Козин выпроваживает гостя, возвращается, выпивает рюмку, садится в кресло. За окном завывает ветер, магнитофон поет, он тихонечко подпевает:
– Снился мне сад в подвенечном уборе…
Зажмуривается, протягивает руку, раскрывает ладонь…
– В этом саду мы с тобою вдвоем…
Открывает глаза, удивленно слушает. “Звезды на небе, звезды на море… ” – звучит магнитофон. Козин сжимает руку в кулак, подносит к губам и шепчет:
– А ведь был голосок, был, а…
Три часа так просидели. Допили водку, чайник остыл.

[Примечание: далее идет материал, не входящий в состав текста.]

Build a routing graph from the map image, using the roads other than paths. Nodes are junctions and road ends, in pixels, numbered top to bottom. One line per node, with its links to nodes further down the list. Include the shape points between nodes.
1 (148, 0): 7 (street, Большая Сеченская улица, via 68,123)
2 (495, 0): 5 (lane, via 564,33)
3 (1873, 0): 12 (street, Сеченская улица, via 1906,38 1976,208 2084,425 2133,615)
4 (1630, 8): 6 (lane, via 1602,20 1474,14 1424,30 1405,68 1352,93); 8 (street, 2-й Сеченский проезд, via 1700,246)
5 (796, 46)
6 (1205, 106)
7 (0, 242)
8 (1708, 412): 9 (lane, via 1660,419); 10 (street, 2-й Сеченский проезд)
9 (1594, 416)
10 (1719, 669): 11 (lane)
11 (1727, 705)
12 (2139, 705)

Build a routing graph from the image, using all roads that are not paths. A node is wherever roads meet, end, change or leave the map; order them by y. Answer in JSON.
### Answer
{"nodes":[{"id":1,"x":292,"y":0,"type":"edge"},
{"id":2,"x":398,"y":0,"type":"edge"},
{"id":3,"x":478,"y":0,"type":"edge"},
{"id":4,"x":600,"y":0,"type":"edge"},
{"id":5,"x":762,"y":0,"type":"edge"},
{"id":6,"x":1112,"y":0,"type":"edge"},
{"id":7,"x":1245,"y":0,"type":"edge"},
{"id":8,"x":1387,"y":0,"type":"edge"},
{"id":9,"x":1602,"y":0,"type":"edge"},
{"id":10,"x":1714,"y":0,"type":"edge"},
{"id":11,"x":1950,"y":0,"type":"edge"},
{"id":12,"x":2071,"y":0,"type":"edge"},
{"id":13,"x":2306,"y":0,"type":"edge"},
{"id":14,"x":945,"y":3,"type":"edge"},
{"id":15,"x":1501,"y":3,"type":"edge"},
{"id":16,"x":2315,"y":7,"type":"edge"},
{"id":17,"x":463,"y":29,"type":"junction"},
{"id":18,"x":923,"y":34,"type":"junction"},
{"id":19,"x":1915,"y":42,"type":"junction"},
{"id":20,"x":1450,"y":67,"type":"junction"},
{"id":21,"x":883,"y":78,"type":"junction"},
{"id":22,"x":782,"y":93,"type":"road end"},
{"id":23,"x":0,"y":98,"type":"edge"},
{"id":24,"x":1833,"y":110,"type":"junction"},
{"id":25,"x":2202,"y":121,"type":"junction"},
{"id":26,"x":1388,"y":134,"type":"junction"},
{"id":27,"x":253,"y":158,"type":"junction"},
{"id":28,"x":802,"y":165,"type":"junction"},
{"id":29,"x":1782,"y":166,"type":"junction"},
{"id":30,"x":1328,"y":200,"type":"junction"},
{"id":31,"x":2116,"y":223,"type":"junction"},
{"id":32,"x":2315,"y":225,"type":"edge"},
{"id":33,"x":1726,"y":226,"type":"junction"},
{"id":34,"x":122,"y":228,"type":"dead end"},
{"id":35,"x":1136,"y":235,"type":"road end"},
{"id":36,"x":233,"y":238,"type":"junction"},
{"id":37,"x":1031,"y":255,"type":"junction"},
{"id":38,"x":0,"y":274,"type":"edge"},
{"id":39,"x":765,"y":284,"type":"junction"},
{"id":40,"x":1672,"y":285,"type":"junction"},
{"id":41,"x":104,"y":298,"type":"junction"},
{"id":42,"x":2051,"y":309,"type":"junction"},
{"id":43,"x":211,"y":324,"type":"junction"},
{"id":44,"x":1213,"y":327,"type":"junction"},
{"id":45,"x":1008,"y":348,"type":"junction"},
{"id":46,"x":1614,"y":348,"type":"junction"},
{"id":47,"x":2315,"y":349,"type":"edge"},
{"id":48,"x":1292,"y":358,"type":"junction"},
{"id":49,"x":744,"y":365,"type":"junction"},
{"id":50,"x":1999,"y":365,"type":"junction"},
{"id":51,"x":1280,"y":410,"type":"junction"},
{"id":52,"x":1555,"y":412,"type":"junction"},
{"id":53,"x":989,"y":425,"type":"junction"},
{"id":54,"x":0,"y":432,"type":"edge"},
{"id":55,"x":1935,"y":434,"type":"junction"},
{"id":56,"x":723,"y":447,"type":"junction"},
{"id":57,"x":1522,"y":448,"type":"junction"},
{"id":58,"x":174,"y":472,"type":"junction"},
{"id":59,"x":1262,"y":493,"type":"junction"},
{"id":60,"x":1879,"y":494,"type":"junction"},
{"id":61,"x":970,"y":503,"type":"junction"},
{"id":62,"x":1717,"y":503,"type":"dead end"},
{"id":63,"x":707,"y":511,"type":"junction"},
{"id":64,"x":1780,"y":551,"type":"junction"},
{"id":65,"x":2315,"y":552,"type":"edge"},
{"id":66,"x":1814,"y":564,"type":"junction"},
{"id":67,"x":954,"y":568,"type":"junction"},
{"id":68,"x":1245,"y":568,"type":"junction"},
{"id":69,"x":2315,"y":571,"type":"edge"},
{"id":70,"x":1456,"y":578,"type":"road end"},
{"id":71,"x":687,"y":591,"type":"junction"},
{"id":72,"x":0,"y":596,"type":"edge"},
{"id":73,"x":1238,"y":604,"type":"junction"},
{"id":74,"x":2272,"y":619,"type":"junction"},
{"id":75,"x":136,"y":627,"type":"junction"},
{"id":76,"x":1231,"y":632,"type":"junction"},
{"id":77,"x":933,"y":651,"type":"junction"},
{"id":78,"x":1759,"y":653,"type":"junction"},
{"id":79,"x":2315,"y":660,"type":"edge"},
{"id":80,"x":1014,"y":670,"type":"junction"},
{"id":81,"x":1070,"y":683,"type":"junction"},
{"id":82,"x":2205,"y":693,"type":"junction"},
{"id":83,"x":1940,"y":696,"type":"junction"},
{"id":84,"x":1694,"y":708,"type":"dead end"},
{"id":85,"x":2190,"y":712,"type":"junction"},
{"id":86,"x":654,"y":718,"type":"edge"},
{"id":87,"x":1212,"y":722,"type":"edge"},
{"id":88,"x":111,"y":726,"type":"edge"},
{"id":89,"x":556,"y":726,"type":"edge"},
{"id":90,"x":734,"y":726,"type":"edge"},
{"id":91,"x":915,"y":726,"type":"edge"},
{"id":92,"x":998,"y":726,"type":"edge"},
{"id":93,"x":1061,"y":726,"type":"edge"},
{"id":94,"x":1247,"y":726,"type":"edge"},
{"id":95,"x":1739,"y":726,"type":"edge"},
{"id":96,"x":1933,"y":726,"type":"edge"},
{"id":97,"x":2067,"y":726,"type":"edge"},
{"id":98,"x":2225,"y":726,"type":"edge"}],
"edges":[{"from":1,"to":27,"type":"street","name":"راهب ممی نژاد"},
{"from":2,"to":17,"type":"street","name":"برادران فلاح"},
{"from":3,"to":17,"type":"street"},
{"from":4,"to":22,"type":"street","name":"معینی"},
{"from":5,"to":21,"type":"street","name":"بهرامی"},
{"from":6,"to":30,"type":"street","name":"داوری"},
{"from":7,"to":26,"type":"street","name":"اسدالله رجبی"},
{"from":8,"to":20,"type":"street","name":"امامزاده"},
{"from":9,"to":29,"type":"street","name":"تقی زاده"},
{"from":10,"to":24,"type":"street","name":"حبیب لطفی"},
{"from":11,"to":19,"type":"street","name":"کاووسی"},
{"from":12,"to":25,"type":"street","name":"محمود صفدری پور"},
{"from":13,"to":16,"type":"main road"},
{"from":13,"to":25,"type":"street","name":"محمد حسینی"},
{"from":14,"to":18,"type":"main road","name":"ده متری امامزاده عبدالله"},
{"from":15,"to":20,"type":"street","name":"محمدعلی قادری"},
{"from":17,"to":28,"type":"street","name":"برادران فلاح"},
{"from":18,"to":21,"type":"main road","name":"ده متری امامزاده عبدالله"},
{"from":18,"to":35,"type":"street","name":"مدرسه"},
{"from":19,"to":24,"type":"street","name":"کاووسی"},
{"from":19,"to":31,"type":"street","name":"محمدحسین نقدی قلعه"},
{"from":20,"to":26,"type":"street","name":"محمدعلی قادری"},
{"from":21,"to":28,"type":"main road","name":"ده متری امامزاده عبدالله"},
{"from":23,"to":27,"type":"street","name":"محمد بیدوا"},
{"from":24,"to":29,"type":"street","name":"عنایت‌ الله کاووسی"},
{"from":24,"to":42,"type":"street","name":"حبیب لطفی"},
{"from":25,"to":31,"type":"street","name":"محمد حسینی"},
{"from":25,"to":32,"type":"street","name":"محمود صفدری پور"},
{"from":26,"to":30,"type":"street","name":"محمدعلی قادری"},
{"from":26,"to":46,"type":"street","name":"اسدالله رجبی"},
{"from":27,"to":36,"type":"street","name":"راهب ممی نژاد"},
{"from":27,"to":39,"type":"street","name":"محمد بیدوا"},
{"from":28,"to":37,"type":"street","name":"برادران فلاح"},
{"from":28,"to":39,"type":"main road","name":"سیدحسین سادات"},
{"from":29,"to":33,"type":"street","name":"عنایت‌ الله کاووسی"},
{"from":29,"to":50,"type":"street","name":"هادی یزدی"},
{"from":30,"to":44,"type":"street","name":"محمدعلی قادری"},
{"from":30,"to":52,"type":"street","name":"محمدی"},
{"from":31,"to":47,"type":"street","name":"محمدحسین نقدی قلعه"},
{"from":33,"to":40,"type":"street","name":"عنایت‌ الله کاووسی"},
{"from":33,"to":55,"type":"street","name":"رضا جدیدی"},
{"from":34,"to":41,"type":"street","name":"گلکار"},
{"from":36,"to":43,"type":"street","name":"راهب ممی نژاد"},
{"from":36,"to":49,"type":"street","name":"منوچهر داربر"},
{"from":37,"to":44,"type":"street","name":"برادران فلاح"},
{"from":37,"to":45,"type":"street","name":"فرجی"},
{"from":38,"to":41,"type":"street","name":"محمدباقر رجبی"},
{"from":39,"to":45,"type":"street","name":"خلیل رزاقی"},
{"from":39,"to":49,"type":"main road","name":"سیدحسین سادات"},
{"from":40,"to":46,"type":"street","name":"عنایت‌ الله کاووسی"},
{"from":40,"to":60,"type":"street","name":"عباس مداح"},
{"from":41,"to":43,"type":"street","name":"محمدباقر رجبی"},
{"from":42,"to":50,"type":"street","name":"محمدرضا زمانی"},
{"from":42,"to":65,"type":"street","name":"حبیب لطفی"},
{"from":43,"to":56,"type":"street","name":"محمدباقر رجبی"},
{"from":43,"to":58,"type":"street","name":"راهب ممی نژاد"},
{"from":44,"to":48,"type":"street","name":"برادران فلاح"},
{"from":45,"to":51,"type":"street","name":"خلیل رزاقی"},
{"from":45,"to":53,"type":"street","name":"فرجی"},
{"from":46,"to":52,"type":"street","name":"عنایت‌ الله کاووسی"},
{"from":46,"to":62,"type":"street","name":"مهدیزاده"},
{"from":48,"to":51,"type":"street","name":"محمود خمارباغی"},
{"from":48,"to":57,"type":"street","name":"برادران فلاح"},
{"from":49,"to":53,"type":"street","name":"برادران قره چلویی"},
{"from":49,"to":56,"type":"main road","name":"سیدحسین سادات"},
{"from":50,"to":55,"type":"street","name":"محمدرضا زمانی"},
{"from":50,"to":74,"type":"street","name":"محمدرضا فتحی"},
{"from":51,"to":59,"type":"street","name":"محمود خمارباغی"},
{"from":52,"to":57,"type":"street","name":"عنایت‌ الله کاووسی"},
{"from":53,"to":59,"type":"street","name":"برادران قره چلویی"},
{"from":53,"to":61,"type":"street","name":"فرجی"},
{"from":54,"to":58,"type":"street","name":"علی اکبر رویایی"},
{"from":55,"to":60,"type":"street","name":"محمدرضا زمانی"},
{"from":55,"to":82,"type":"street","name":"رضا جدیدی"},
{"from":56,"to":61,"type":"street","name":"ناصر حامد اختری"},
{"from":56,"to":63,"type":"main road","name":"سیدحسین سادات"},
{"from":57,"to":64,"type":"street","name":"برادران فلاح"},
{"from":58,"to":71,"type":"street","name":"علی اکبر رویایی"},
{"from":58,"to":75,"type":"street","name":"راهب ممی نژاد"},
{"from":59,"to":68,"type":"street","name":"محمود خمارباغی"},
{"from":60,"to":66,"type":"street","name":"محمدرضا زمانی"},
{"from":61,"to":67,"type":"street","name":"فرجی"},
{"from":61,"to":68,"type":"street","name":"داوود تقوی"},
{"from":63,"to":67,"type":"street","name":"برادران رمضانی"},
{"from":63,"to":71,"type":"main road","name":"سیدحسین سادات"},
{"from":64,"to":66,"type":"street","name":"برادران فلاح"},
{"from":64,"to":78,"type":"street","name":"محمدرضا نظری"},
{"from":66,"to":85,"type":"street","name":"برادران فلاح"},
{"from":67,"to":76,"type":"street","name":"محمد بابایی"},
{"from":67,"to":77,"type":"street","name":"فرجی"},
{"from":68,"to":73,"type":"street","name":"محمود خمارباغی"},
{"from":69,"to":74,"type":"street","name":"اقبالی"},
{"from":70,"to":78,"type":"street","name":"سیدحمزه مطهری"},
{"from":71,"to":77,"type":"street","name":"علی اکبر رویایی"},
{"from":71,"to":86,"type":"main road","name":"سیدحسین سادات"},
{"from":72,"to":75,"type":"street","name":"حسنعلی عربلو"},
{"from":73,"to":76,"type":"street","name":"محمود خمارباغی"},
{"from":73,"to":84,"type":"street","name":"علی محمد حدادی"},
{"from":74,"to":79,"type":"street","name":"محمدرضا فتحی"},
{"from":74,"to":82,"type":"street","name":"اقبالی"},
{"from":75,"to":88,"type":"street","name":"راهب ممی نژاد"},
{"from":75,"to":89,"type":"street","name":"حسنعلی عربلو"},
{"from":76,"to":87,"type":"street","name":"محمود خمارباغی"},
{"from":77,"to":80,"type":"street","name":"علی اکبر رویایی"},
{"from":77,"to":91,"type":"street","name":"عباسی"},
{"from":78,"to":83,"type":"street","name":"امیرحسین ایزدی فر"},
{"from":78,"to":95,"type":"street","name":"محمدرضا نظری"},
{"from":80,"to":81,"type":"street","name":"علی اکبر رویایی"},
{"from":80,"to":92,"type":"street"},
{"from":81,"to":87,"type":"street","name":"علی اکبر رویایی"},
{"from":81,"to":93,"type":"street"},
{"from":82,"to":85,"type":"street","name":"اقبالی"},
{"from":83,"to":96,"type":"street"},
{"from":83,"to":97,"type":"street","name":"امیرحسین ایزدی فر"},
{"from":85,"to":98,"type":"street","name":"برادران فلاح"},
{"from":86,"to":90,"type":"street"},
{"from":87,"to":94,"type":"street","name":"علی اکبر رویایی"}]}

– Вадим Алексеевич. Почему вы остались в Магадане?
– Потому… Климат особый. А куда ехать? В Москву? Чужая. В Ленинград? Где он теперь, какой? Прижился… И дальше Магадана не сошлют. Вот, милый друг, сколько всего было…
Чего было? Он ничего толком и не сказал. А вот сидит, слушает, и всё ему вспоминается, и думает, видимо, что и я всё это слышу, вижу, вспоминаю.
Козин сидел, закрыв глаза, и мурлыкал, подпевая. Я тихо встал.
– До свидания, Вадим Алексеевич, спасибо.
– До свидания, до свидания… “Я люблю вас без страданья, без искусства и без слез… ”
У двери я оглянулся: на кухонном столе в бутылке из-под водки стояла белая гвоздика.
Сколько раз после вспоминалась та встреча с Вадимом Козиным, уже не верилось, что она была. Как и ему, старику в валенках и поношенном свитере в магаданской хрущевке, вряд ли верилось, что толпы поклонников, бесчисленные тиражи пластинок, персональный вагон фронтового гастролера, предложение Черчилля в Тегеране остаться, не возвращаться в СССР – это про него. Родившийся на заре минувшего века, доживший почти до его конца, он казался живым осколком навсегда ушедшей эпохи… Эпохи? Я думал, это – тема. Оказалось – нет.
С той встречи за не равный веку, но долгий срок не произошло, кажется, ничего значительного. И смены эпохи тоже не произошло. Случилось худшее:
где-то там в девяностых,
где-то в нас
порвалась
навсегда
связь времен,
и потянулась анестезия безвременья.
“Проклятое искусство”, книга дневников Козина, вышла спустя десятилетие после нашей встречи. И еще одного я не знал тогда, – как он умер.